Yesterday, SimanaitisSays discussed how newspaper accounts of a deceitful New Yorker coined the term “confidence man” in 1849. In less than a decade, Melville had responded to this confidence scam and other social ills of the era in The Confidence-Man: His Masquerade. Today, our meta-review discusses the book’s relevance, back then and today.
Librarycompany.com summarizes its plot: An unnamed and shape-shifting con man tests the confidence of riverboat passengers, each of the latter being of particularly dubious character. Among them, there’s a merchant of quack medicine, a fund raiser for a bogus Seminole Widows and Orphans Society, and a crooked stock broker. Often the question is raised, just who is scamming whom?

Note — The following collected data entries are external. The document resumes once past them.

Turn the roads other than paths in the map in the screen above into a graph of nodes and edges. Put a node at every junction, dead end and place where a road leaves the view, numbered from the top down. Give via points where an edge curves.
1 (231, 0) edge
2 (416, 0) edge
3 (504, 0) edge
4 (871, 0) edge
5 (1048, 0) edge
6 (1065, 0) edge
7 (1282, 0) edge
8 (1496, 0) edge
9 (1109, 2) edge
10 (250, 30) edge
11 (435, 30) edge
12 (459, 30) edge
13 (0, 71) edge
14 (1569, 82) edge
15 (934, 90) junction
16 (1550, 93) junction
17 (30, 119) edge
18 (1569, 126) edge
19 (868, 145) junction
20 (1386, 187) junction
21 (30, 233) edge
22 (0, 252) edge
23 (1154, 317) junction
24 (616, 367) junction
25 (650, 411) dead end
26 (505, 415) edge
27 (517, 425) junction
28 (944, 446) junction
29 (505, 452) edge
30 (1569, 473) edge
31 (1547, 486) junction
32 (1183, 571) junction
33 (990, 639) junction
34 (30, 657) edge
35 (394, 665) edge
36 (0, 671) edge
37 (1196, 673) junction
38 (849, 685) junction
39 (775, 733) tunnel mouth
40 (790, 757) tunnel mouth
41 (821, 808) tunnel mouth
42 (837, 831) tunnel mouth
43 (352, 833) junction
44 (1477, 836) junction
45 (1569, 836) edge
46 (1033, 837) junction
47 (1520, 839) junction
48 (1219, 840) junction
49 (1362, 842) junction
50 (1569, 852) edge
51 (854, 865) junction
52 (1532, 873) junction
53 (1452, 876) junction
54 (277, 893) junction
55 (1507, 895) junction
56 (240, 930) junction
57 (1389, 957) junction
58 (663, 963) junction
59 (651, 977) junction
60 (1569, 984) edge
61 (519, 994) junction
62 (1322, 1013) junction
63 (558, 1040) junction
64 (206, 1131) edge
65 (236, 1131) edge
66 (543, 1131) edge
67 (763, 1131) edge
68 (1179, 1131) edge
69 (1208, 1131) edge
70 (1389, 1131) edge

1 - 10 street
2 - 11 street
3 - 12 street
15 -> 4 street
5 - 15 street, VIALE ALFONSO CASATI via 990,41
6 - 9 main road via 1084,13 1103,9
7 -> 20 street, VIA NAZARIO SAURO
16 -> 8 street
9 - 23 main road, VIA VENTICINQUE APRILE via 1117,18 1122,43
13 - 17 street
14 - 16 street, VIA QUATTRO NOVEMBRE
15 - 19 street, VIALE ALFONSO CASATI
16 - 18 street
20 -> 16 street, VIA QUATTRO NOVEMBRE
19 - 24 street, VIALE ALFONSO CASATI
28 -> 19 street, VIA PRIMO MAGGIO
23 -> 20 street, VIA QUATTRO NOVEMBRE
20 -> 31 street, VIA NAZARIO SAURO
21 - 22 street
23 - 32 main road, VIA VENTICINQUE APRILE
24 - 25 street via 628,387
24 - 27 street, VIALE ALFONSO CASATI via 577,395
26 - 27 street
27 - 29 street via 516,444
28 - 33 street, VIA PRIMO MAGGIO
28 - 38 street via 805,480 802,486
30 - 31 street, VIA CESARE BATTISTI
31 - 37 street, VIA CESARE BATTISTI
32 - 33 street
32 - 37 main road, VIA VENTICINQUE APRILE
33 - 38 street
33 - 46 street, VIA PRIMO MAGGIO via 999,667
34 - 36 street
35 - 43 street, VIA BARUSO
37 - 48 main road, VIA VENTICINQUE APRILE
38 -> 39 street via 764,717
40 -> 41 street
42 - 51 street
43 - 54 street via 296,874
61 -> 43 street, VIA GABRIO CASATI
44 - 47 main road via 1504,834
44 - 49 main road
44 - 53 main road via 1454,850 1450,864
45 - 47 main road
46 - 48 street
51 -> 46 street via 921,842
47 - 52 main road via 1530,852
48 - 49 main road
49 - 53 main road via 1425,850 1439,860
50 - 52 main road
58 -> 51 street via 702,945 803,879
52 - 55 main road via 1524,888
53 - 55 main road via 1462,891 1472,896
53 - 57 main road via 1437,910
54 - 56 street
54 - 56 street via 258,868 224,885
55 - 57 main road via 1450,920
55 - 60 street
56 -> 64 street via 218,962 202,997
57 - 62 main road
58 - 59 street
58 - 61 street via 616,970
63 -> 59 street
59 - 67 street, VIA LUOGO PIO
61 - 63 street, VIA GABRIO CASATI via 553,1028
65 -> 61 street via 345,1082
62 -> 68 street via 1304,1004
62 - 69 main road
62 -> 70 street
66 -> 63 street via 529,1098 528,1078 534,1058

Is this sounding as timely as today’s headlines yet?
Here’s a quote from the book that gives a flavor of its discourse: “Money, you think, is the sole motive to pains and hazard, deception and devilry, in this world. How much money did the devil make by gulling Eve?”
Participants in Goodreads.com offer a variety of ratings for the book, some of them five star, a few only one star. Generally, they agree The Confidence-Man: His Masquerde is symbolic of American cultural history, yet not without relevance today.
Matt, giving it a five, writes, “Combustible, brilliant, dialectical, like a Marx brothers film in the mid American 19th Century.” Adam, another five-star rater, calls it “An American Book of Job or Canterbury Tales (Antebellum Tales?) filled with Melville’s erudite musings, digressions, and ability to stretch a metaphor into unusual and contradictory shapes.”
Melville.org notes that contemporary criticism of The Confidence-Man: His Masquerade was mixed. The Worcester, Massachusetts, Palladium, April 22, 1857, wrote, “Even the most partial of Mr. Melville’s friends must allow that the book is not wholly worthy of him.” On the other hand, the London Westminster and Foreign Quarterly Review, July 1857, wrote, “The Confidence-Man shows him in a new character—that of a satirist, and a very keen, somewhat bitter, observer.”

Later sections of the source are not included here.